BY CLINTON DICK
With rumors abounding about possible final candidates in the search for a new Law School dean, the Law School Council hosted a town hall forum on Tuesday with University President Lawrence Summers. The forum was designed to permit students an opportunity to express their concerns and questions about Dean Clark’s replacement. Reflecting the diversity of interests among Harvard Law students, a wide range of opinions were offered concerning the direction the Law School should take in the new century, programs that should be strengthened, public interest resources and equality for all students.
Summers welcomed the assembled students and said he had been looking forward to the session. “This is a very important moment for the history of the Law School,” he continued. “As I work toward the selection of the new dean, it is important that I consult with as many individuals as possible.”
Summers also reiterated the purpose of the town hall forum: “My objective is to get a sense of student perspectives on the Law School…. I may respond to student comments but I’m here to listen.”
Students did not let the president down. Following their rally on the steps of Austin Hall [see related story below], a representative from Diversity in Education: Action Now! read the organization’s petition to Summers, calling for the appointment of a dean receptive to the current challenges posed by affirmative action’s legal status. After the petition, which has gathered over 250 signatures, was read, over half of the students present stood in solidarity.
A 2L student followed with his own concerns about the appointment of a dean whose political ideology could unfairly influence his or her decisions. “I’m a moderately conservative student and I feel the faculty here is pretty liberal and the student body is as well,” the student said. “I think we need a dean who is moderate and can see both sides.”
“I think that one crucial attribute of any dean of Harvard is that he or she has to be the dean of all students,” Summers responded, reaffirming his commitment to appoint a dean that will share and respect the diversity of ideas and backgrounds. “I think it is important we are a community that is open to all persons and all backgrounds.”
Summer also said no candidate would be dismissed because of political background. “I would also say that something that is going to be important to me . . . is selecting a dean who can maintain a high standard of scholarship” and thinking about the legal system here at HLS, the president continued. Summers emphasized maintaining “the highest possible standards in courses and all that is done at the Law School.”

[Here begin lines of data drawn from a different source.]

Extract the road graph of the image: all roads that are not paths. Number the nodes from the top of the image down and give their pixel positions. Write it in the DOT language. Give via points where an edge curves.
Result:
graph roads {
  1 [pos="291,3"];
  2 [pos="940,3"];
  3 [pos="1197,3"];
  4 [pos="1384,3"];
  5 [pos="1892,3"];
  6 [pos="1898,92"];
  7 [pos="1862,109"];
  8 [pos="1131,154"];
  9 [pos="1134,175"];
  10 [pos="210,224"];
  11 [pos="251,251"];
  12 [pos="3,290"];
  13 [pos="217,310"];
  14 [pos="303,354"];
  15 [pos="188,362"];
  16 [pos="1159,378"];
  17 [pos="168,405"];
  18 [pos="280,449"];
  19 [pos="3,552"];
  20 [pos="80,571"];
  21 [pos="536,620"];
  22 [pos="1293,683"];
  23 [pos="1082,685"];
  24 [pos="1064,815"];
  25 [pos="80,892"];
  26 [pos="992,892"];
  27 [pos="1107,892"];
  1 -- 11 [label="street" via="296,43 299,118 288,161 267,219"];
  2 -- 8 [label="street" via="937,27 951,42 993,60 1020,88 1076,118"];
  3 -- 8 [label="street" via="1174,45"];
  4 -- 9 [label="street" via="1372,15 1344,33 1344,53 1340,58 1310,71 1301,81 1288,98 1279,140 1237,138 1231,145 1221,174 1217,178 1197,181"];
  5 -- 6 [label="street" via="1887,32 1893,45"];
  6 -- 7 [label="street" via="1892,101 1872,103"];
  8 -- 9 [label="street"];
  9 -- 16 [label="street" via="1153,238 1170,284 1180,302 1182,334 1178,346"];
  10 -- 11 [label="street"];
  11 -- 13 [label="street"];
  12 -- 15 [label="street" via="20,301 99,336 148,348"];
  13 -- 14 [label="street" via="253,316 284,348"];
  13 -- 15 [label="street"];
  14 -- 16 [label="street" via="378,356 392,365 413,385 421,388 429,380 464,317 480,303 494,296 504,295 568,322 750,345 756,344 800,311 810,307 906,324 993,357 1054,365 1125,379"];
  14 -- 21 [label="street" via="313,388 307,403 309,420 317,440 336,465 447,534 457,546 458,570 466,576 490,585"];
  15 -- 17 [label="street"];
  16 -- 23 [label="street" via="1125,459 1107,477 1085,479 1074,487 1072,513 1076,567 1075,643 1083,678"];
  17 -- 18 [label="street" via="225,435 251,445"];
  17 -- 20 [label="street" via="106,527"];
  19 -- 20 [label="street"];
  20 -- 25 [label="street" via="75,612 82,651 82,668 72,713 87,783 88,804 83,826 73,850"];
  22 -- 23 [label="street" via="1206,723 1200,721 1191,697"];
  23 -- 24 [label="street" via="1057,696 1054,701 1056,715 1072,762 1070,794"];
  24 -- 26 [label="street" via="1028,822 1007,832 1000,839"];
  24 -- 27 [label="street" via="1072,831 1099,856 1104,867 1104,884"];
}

One of the most interesting moments of the evening came with several comments about the Law School’s role in ensuring equality for gay students. “The dean failed to fight the Solomon Amendment,” one student commented, referring to the 1996 amendment that allows the Secretary of Defense to deny federal funding to institutions that prevent military recruitment on campus. “I feel the dean failed to represent all students… and that was a slap in the face because it told me Harvard did not care if I went on to find a successful law career,” he said. “I think Harvard University failed to protect all its students equally.”
But Summers attempted to deflect censure away from Dean Clark. “If there is a criticism to be made there it should be directed at me. I don’t think it is a question how I feel or how Dean Clark feels about the military’s policy, but if we would have made a different decision Harvard would have been denied $300-400 million…. Would you favor denying thousands of students financial aid [to oppose the Solomon Amendment] because Harvard University could not function without federal funding?”
After another student asked why the administration had not decided to challenge the constitutionality of the amendment, Summers inquired, “Is there a valid constitutional argument to the Solomon amendment? I would be very interested in finding out if there is a strong constitutional claim against the amendment.”
Three-L Lindsay Harrison, director of research projects for LAMBDA, said she had been conducting research with Prof. Dershowitz to challenge the amendment and requested a meeting with Summers and the general counsel to discuss the issue. Summers conceded he was not a constitutional scholar, but agreed that Harrison should meet with the University’s general counsel.
Other students raised concerns about the transparency of faculty appointments and concerns about political litmus tests during the selection process. La Alianza implored Summers to appoint a dean committed to finding a permanent Latino faculty member at the Law School.
One female student said HLS “must recruit more mothers,” and structure a curriculum that recognizes motherhood. It is my hope that Harvard Law School “takes the lead to truly valuing motherhood,” she said.
Another contentious issue among students was public interest. One student complained that tuition is so high that students leave HLS with a high amount of debt and find it difficult to refuse a firm job.
A 2L said that many students come to the Law School with hopes of working in a public interest field, but “by their 2L year vast numbers of students” plan on working for a firm. “Any law that is not corporate law… is not taken seriously” at this school, he said.
Summers attempted to alleviate many of the concerns raised. “A dean who can provide the leadership to make this institution as exciting as possible… is what will make this community the best.” Making this the best place for those who are concerned about the law is what will ensure the issues raised tonight are addressed, he said.